PROBLEM REQUIREMENTS » Copy all entries exactly, and wherever an entry holds a picture, leave that picture out.

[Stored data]

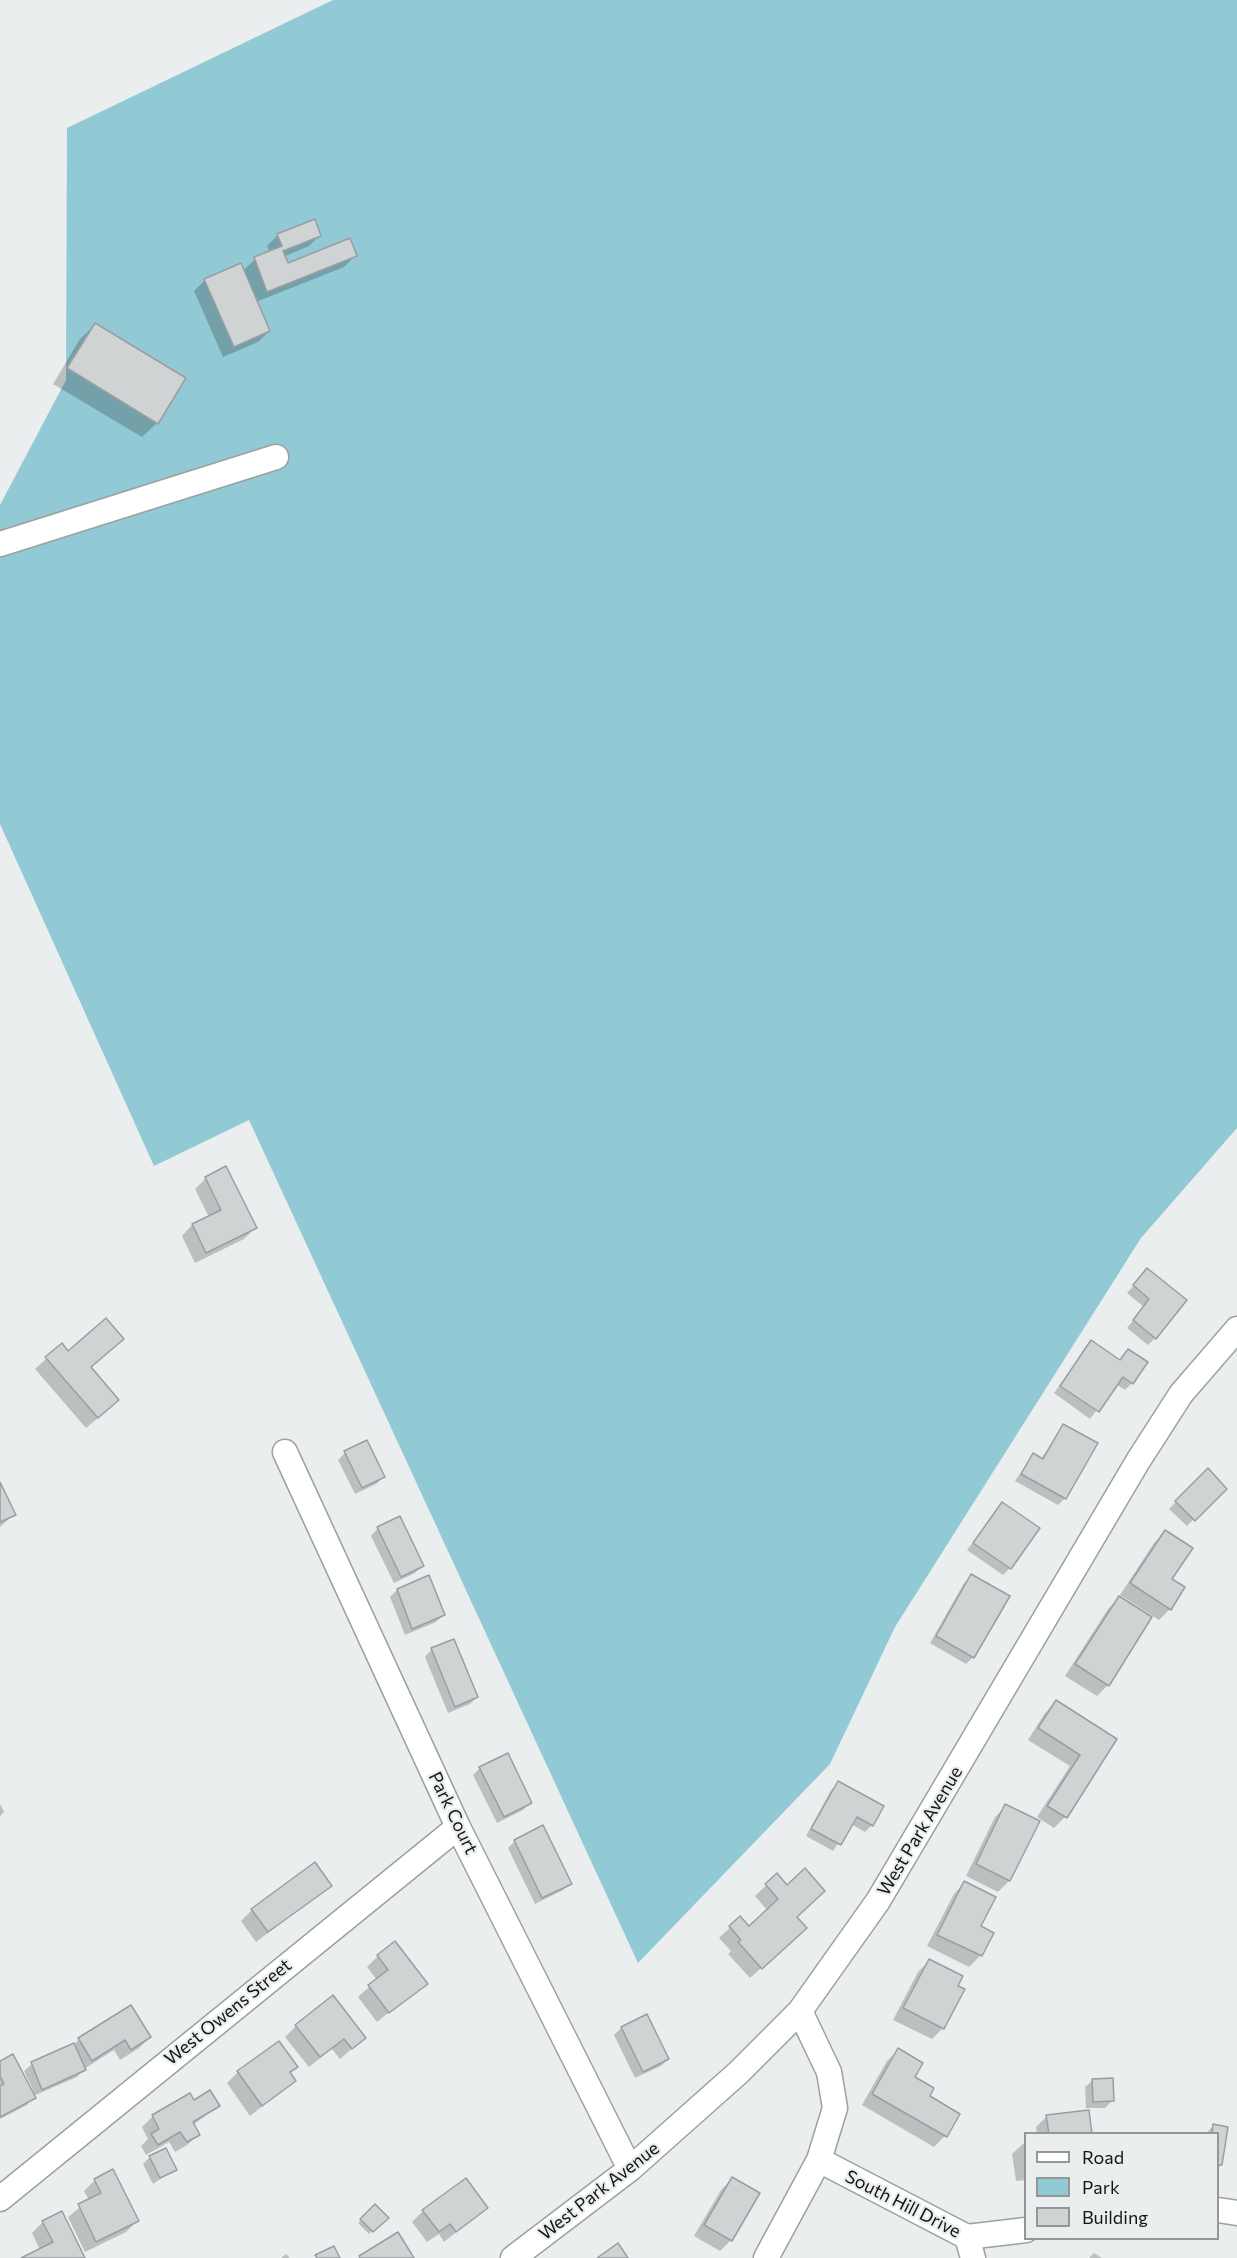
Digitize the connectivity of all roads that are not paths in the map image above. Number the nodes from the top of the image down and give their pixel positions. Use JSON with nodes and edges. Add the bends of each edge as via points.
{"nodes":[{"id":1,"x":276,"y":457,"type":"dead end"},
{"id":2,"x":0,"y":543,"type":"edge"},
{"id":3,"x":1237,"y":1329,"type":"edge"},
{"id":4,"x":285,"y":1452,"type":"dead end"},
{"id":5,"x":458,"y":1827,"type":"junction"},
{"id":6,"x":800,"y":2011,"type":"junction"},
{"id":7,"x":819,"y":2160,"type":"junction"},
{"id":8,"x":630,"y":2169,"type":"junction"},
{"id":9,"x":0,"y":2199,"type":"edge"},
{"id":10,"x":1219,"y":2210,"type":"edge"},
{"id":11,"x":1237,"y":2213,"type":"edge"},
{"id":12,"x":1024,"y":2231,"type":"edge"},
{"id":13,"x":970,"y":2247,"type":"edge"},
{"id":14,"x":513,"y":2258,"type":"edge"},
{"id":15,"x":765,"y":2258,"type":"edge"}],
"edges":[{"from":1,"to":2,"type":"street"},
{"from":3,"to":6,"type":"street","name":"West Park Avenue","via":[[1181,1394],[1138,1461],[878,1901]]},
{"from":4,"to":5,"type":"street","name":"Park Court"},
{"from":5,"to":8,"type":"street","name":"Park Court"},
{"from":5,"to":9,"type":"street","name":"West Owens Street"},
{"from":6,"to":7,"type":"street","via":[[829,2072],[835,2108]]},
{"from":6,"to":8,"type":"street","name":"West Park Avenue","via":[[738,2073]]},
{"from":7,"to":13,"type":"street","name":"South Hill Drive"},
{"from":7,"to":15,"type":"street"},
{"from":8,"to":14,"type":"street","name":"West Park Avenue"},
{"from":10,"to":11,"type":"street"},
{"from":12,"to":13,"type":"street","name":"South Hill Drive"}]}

RESULT BELOW »
Digitize the connectivity of all roads that are not paths in the map image above. Number the nodes from the top of the image down and give their pixel positions. Use JSON with nodes and edges. Add the bends of each edge as via points.
{"nodes":[{"id":1,"x":276,"y":457,"type":"dead end"},
{"id":2,"x":0,"y":543,"type":"edge"},
{"id":3,"x":1237,"y":1329,"type":"edge"},
{"id":4,"x":285,"y":1452,"type":"dead end"},
{"id":5,"x":458,"y":1827,"type":"junction"},
{"id":6,"x":800,"y":2011,"type":"junction"},
{"id":7,"x":819,"y":2160,"type":"junction"},
{"id":8,"x":630,"y":2169,"type":"junction"},
{"id":9,"x":0,"y":2199,"type":"edge"},
{"id":10,"x":1219,"y":2210,"type":"edge"},
{"id":11,"x":1237,"y":2213,"type":"edge"},
{"id":12,"x":1024,"y":2231,"type":"edge"},
{"id":13,"x":970,"y":2247,"type":"edge"},
{"id":14,"x":513,"y":2258,"type":"edge"},
{"id":15,"x":765,"y":2258,"type":"edge"}],
"edges":[{"from":1,"to":2,"type":"street"},
{"from":3,"to":6,"type":"street","name":"West Park Avenue","via":[[1181,1394],[1138,1461],[878,1901]]},
{"from":4,"to":5,"type":"street","name":"Park Court"},
{"from":5,"to":8,"type":"street","name":"Park Court"},
{"from":5,"to":9,"type":"street","name":"West Owens Street"},
{"from":6,"to":7,"type":"street","via":[[829,2072],[835,2108]]},
{"from":6,"to":8,"type":"street","name":"West Park Avenue","via":[[738,2073]]},
{"from":7,"to":13,"type":"street","name":"South Hill Drive"},
{"from":7,"to":15,"type":"street"},
{"from":8,"to":14,"type":"street","name":"West Park Avenue"},
{"from":10,"to":11,"type":"street"},
{"from":12,"to":13,"type":"street","name":"South Hill Drive"}]}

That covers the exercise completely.